_Dataset items_.
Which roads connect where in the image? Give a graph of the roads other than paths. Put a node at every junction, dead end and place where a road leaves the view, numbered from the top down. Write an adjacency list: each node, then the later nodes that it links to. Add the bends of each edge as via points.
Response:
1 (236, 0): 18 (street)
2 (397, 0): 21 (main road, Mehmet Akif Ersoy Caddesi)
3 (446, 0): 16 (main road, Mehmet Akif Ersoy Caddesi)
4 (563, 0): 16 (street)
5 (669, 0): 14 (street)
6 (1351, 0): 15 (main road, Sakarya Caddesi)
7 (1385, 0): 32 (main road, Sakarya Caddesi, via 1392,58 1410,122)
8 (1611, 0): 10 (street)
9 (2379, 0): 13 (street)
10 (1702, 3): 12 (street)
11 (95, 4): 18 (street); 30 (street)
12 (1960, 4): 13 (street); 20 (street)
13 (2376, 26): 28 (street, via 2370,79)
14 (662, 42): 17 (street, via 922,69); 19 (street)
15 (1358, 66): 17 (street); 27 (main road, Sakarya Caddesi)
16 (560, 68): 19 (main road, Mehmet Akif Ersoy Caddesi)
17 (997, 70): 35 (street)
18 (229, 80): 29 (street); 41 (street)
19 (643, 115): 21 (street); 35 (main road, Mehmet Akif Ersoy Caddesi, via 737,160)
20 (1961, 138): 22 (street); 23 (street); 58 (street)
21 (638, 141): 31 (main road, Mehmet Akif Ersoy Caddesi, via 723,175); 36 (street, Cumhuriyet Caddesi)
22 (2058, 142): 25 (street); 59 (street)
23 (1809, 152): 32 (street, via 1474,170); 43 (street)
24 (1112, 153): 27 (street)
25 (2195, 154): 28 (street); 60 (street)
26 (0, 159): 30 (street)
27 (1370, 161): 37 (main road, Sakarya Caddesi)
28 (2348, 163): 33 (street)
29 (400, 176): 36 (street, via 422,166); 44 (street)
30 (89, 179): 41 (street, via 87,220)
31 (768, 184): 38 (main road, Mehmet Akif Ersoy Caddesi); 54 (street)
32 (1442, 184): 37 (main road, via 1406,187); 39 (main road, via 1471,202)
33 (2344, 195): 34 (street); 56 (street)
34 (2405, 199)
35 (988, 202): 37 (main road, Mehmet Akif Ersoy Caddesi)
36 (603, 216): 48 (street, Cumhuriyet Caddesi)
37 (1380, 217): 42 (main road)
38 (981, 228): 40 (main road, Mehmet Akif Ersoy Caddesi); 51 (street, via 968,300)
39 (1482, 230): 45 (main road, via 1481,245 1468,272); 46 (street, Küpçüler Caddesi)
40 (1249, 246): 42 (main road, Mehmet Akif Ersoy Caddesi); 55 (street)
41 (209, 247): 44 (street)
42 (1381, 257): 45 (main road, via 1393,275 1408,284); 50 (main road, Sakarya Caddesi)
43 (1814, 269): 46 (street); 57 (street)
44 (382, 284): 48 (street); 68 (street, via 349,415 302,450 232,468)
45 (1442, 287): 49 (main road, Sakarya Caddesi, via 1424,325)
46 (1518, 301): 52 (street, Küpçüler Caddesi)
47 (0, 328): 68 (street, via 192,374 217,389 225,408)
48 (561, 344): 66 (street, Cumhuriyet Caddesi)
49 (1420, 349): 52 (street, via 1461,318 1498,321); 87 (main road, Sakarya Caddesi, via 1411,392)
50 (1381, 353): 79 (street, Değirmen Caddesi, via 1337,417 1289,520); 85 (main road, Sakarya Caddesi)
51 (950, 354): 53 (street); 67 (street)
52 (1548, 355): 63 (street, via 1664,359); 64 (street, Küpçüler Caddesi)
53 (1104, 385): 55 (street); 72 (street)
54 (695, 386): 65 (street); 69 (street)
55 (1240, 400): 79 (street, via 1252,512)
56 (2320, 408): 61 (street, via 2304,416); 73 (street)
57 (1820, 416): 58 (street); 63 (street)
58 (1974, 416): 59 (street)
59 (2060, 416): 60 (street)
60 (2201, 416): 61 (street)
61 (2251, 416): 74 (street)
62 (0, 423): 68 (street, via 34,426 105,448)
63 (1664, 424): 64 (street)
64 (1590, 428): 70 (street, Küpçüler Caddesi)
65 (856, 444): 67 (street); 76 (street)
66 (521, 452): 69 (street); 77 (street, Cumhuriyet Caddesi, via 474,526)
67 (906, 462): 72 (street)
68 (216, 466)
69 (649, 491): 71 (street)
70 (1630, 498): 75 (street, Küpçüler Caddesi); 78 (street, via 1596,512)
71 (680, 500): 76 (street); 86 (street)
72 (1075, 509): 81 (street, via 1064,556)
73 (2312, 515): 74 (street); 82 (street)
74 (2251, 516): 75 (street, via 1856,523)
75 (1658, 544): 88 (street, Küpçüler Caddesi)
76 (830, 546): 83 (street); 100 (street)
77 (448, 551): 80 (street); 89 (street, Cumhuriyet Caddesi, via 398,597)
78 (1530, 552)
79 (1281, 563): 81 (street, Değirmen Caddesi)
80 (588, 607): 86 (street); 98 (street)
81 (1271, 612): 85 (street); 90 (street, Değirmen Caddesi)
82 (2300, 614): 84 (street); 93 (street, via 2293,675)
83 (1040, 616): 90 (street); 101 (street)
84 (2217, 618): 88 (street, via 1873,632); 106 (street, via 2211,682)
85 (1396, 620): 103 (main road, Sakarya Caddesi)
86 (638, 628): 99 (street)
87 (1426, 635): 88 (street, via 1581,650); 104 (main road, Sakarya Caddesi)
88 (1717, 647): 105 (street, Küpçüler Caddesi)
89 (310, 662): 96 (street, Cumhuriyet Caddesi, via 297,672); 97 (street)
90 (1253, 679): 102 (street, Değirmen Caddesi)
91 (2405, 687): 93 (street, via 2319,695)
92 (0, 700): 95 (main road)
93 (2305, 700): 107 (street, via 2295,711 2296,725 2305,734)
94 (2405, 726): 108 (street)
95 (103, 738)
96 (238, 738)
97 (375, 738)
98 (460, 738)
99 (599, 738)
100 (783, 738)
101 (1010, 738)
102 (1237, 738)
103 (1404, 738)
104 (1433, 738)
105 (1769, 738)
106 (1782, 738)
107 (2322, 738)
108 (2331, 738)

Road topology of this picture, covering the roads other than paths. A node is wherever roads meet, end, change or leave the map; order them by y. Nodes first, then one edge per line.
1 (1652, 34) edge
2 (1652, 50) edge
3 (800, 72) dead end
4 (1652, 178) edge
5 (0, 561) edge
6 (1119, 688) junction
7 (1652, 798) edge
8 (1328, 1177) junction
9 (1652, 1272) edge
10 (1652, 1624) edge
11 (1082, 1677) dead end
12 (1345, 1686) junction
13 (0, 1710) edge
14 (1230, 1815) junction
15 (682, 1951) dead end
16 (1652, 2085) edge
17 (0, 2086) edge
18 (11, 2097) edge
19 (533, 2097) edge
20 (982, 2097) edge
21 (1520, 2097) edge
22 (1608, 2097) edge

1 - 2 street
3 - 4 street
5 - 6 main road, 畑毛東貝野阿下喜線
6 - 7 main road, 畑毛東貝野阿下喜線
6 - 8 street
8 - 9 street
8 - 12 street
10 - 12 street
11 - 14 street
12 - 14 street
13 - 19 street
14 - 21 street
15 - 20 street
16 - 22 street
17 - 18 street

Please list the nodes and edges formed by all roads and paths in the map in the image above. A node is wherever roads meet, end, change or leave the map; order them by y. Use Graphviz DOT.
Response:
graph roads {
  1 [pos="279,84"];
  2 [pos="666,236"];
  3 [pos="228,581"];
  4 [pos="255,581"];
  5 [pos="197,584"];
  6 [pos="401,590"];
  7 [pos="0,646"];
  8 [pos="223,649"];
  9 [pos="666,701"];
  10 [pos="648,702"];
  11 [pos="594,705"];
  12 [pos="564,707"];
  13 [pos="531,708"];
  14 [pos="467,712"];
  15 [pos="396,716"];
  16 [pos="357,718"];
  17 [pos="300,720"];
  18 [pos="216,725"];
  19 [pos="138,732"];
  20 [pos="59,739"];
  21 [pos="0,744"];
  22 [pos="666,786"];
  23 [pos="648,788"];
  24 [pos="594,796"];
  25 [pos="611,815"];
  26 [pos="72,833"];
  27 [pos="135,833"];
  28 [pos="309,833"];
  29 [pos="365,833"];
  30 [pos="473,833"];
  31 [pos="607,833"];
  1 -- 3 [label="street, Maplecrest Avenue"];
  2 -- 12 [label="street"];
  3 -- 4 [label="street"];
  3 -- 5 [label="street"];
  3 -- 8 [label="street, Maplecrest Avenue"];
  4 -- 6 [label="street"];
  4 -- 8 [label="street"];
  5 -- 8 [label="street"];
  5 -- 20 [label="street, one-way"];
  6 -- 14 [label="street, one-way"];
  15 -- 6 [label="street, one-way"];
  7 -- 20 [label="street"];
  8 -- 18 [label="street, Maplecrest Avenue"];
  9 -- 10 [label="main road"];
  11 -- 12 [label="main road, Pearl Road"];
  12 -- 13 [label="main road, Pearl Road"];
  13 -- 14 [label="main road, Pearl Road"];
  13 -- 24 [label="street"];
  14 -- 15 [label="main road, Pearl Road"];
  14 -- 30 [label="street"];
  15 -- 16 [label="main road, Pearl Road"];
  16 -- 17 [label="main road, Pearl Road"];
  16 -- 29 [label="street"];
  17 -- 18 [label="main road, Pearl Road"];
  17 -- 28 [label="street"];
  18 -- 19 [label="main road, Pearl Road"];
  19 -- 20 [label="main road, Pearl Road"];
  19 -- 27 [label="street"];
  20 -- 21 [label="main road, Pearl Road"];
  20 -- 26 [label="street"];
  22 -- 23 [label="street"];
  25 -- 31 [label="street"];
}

_Exercise brief_. Report every line in the data that holds "Avenue", copying each one.

_Task result_.
  1 -- 3 [label="street, Maplecrest Avenue"];
  3 -- 8 [label="street, Maplecrest Avenue"];
  8 -- 18 [label="street, Maplecrest Avenue"];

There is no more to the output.